> [GOAL OF THE EXERCISE]
The answer is the full set of records, given again exactly and without images.

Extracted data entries
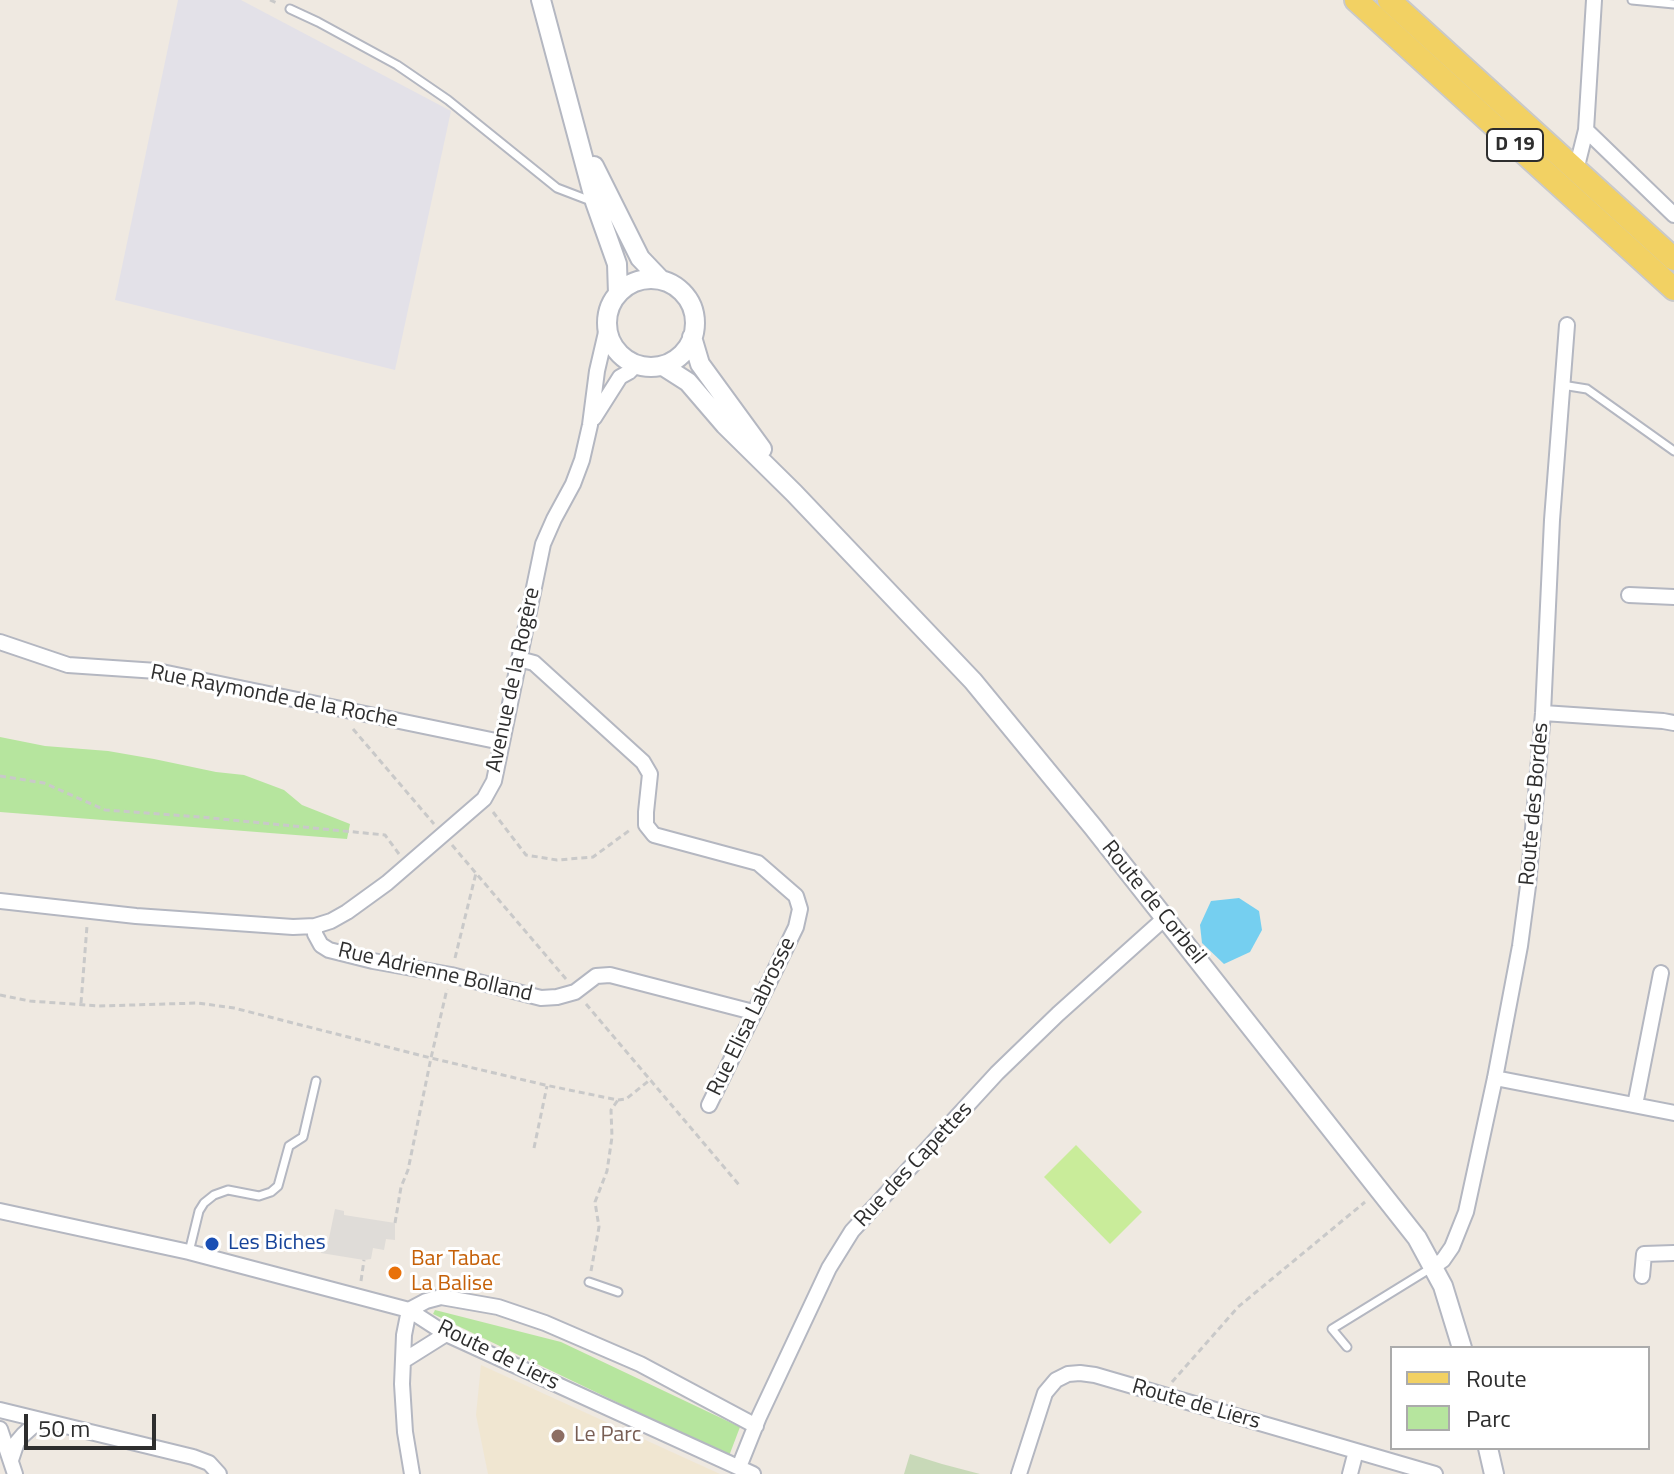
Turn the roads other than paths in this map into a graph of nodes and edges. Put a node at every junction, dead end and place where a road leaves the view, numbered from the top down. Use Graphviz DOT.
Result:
graph roads {
  1 [pos="541,0"];
  2 [pos="1356,0"];
  3 [pos="1389,0"];
  4 [pos="1594,0"];
  5 [pos="1634,0"];
  6 [pos="1674,4"];
  7 [pos="290,9"];
  8 [pos="576,129"];
  9 [pos="1586,130"];
  10 [pos="1576,170"];
  11 [pos="595,202"];
  12 [pos="615,210"];
  13 [pos="1674,215"];
  14 [pos="1674,247"];
  15 [pos="1674,259"];
  16 [pos="661,280"];
  17 [pos="1674,289"];
  18 [pos="618,294"];
  19 [pos="1567,325"];
  20 [pos="607,328"];
  21 [pos="692,337"];
  22 [pos="636,365"];
  23 [pos="663,366"];
  24 [pos="1562,385"];
  25 [pos="590,425"];
  26 [pos="1674,451"];
  27 [pos="794,493"];
  28 [pos="1629,595"];
  29 [pos="1674,597"];
  30 [pos="0,642"];
  31 [pos="519,659"];
  32 [pos="1543,713"];
  33 [pos="1674,723"];
  34 [pos="501,742"];
  35 [pos="0,901"];
  36 [pos="1165,918"];
  37 [pos="315,926"];
  38 [pos="1661,973"];
  39 [pos="753,1012"];
  40 [pos="1495,1078"];
  41 [pos="316,1081"];
  42 [pos="709,1105"];
  43 [pos="1635,1105"];
  44 [pos="1674,1113"];
  45 [pos="0,1211"];
  46 [pos="189,1252"];
  47 [pos="1674,1253"];
  48 [pos="1433,1267"];
  49 [pos="1642,1276"];
  50 [pos="589,1282"];
  51 [pos="618,1292"];
  52 [pos="409,1310"];
  53 [pos="446,1334"];
  54 [pos="1461,1346"];
  55 [pos="1347,1347"];
  56 [pos="403,1361"];
  57 [pos="0,1410"];
  58 [pos="49,1422"];
  59 [pos="756,1426"];
  60 [pos="0,1429"];
  61 [pos="1488,1450"];
  62 [pos="1356,1451"];
  63 [pos="13,1467"];
  64 [pos="739,1467"];
  65 [pos="219,1474"];
  66 [pos="412,1474"];
  67 [pos="753,1474"];
  68 [pos="1019,1474"];
  69 [pos="1350,1474"];
  70 [pos="1435,1474"];
  71 [pos="1494,1474"];
  1 -- 8 [label="street"];
  2 -- 17 [label="main road, D 19"];
  3 -- 10 [label="main road, D 19"];
  4 -- 9 [label="street"];
  5 -- 6 [label="lane"];
  7 -- 11 [label="lane"];
  8 -- 11 [label="street"];
  8 -- 12 [label="street"];
  9 -- 10 [label="street"];
  9 -- 13 [label="street"];
  10 -- 14 [label="lane"];
  10 -- 15 [label="main road, D 19"];
  11 -- 12 [label="lane"];
  11 -- 18 [label="street"];
  12 -- 16 [label="street"];
  16 -- 18 [label="street"];
  16 -- 21 [label="street"];
  18 -- 20 [label="street"];
  19 -- 24 [label="street, Route des Bordes"];
  20 -- 22 [label="street"];
  20 -- 25 [label="street, Avenue de la Rogère"];
  21 -- 23 [label="street"];
  21 -- 27 [label="street, Route de Corbeil"];
  22 -- 23 [label="street"];
  22 -- 25 [label="street, Avenue de la Rogère"];
  23 -- 27 [label="street, Route de Corbeil"];
  24 -- 26 [label="lane"];
  24 -- 32 [label="street, Route des Bordes"];
  25 -- 31 [label="street, Avenue de la Rogère"];
  27 -- 36 [label="street, Route de Corbeil"];
  28 -- 29 [label="street"];
  30 -- 34 [label="street, Rue Raymonde de la Roche"];
  31 -- 34 [label="street, Avenue de la Rogère"];
  31 -- 39 [label="street, Rue Elisa Labrosse"];
  32 -- 33 [label="street"];
  32 -- 40 [label="street, Route des Bordes"];
  34 -- 37 [label="street, Avenue de la Rogère"];
  35 -- 37 [label="street, Avenue de la Rogère"];
  36 -- 48 [label="street, Route de Corbeil"];
  36 -- 59 [label="street, Rue des Capettes"];
  37 -- 39 [label="street, Rue Adrienne Bolland"];
  38 -- 43 [label="street"];
  39 -- 42 [label="street, Rue Elisa Labrosse"];
  40 -- 43 [label="street"];
  40 -- 48 [label="street, Route des Bordes"];
  41 -- 46 [label="lane"];
  43 -- 44 [label="street"];
  45 -- 46 [label="street, Route de Liers"];
  46 -- 52 [label="street, Route de Liers"];
  47 -- 49 [label="street"];
  48 -- 54 [label="street, Route de Corbeil"];
  48 -- 55 [label="lane"];
  50 -- 51 [label="lane"];
  52 -- 53 [label="street, Route de Liers"];
  52 -- 56 [label="street"];
  52 -- 59 [label="street"];
  53 -- 56 [label="street"];
  53 -- 64 [label="street, Route de Liers"];
  56 -- 66 [label="street"];
  57 -- 58 [label="street"];
  58 -- 63 [label="street"];
  58 -- 65 [label="street"];
  59 -- 64 [label="street, Rue des Capettes"];
  60 -- 63 [label="street"];
  61 -- 71 [label="street"];
  62 -- 68 [label="street, Route de Liers"];
  62 -- 69 [label="street"];
  62 -- 70 [label="street, Route de Liers"];
  64 -- 67 [label="street, Route de Liers"];
}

> [EXERCISE ANSWER]
Turn the roads other than paths in this map into a graph of nodes and edges. Put a node at every junction, dead end and place where a road leaves the view, numbered from the top down. Use Graphviz DOT.
Result:
graph roads {
  1 [pos="541,0"];
  2 [pos="1356,0"];
  3 [pos="1389,0"];
  4 [pos="1594,0"];
  5 [pos="1634,0"];
  6 [pos="1674,4"];
  7 [pos="290,9"];
  8 [pos="576,129"];
  9 [pos="1586,130"];
  10 [pos="1576,170"];
  11 [pos="595,202"];
  12 [pos="615,210"];
  13 [pos="1674,215"];
  14 [pos="1674,247"];
  15 [pos="1674,259"];
  16 [pos="661,280"];
  17 [pos="1674,289"];
  18 [pos="618,294"];
  19 [pos="1567,325"];
  20 [pos="607,328"];
  21 [pos="692,337"];
  22 [pos="636,365"];
  23 [pos="663,366"];
  24 [pos="1562,385"];
  25 [pos="590,425"];
  26 [pos="1674,451"];
  27 [pos="794,493"];
  28 [pos="1629,595"];
  29 [pos="1674,597"];
  30 [pos="0,642"];
  31 [pos="519,659"];
  32 [pos="1543,713"];
  33 [pos="1674,723"];
  34 [pos="501,742"];
  35 [pos="0,901"];
  36 [pos="1165,918"];
  37 [pos="315,926"];
  38 [pos="1661,973"];
  39 [pos="753,1012"];
  40 [pos="1495,1078"];
  41 [pos="316,1081"];
  42 [pos="709,1105"];
  43 [pos="1635,1105"];
  44 [pos="1674,1113"];
  45 [pos="0,1211"];
  46 [pos="189,1252"];
  47 [pos="1674,1253"];
  48 [pos="1433,1267"];
  49 [pos="1642,1276"];
  50 [pos="589,1282"];
  51 [pos="618,1292"];
  52 [pos="409,1310"];
  53 [pos="446,1334"];
  54 [pos="1461,1346"];
  55 [pos="1347,1347"];
  56 [pos="403,1361"];
  57 [pos="0,1410"];
  58 [pos="49,1422"];
  59 [pos="756,1426"];
  60 [pos="0,1429"];
  61 [pos="1488,1450"];
  62 [pos="1356,1451"];
  63 [pos="13,1467"];
  64 [pos="739,1467"];
  65 [pos="219,1474"];
  66 [pos="412,1474"];
  67 [pos="753,1474"];
  68 [pos="1019,1474"];
  69 [pos="1350,1474"];
  70 [pos="1435,1474"];
  71 [pos="1494,1474"];
  1 -- 8 [label="street"];
  2 -- 17 [label="main road, D 19"];
  3 -- 10 [label="main road, D 19"];
  4 -- 9 [label="street"];
  5 -- 6 [label="lane"];
  7 -- 11 [label="lane"];
  8 -- 11 [label="street"];
  8 -- 12 [label="street"];
  9 -- 10 [label="street"];
  9 -- 13 [label="street"];
  10 -- 14 [label="lane"];
  10 -- 15 [label="main road, D 19"];
  11 -- 12 [label="lane"];
  11 -- 18 [label="street"];
  12 -- 16 [label="street"];
  16 -- 18 [label="street"];
  16 -- 21 [label="street"];
  18 -- 20 [label="street"];
  19 -- 24 [label="street, Route des Bordes"];
  20 -- 22 [label="street"];
  20 -- 25 [label="street, Avenue de la Rogère"];
  21 -- 23 [label="street"];
  21 -- 27 [label="street, Route de Corbeil"];
  22 -- 23 [label="street"];
  22 -- 25 [label="street, Avenue de la Rogère"];
  23 -- 27 [label="street, Route de Corbeil"];
  24 -- 26 [label="lane"];
  24 -- 32 [label="street, Route des Bordes"];
  25 -- 31 [label="street, Avenue de la Rogère"];
  27 -- 36 [label="street, Route de Corbeil"];
  28 -- 29 [label="street"];
  30 -- 34 [label="street, Rue Raymonde de la Roche"];
  31 -- 34 [label="street, Avenue de la Rogère"];
  31 -- 39 [label="street, Rue Elisa Labrosse"];
  32 -- 33 [label="street"];
  32 -- 40 [label="street, Route des Bordes"];
  34 -- 37 [label="street, Avenue de la Rogère"];
  35 -- 37 [label="street, Avenue de la Rogère"];
  36 -- 48 [label="street, Route de Corbeil"];
  36 -- 59 [label="street, Rue des Capettes"];
  37 -- 39 [label="street, Rue Adrienne Bolland"];
  38 -- 43 [label="street"];
  39 -- 42 [label="street, Rue Elisa Labrosse"];
  40 -- 43 [label="street"];
  40 -- 48 [label="street, Route des Bordes"];
  41 -- 46 [label="lane"];
  43 -- 44 [label="street"];
  45 -- 46 [label="street, Route de Liers"];
  46 -- 52 [label="street, Route de Liers"];
  47 -- 49 [label="street"];
  48 -- 54 [label="street, Route de Corbeil"];
  48 -- 55 [label="lane"];
  50 -- 51 [label="lane"];
  52 -- 53 [label="street, Route de Liers"];
  52 -- 56 [label="street"];
  52 -- 59 [label="street"];
  53 -- 56 [label="street"];
  53 -- 64 [label="street, Route de Liers"];
  56 -- 66 [label="street"];
  57 -- 58 [label="street"];
  58 -- 63 [label="street"];
  58 -- 65 [label="street"];
  59 -- 64 [label="street, Rue des Capettes"];
  60 -- 63 [label="street"];
  61 -- 71 [label="street"];
  62 -- 68 [label="street, Route de Liers"];
  62 -- 69 [label="street"];
  62 -- 70 [label="street, Route de Liers"];
  64 -- 67 [label="street, Route de Liers"];
}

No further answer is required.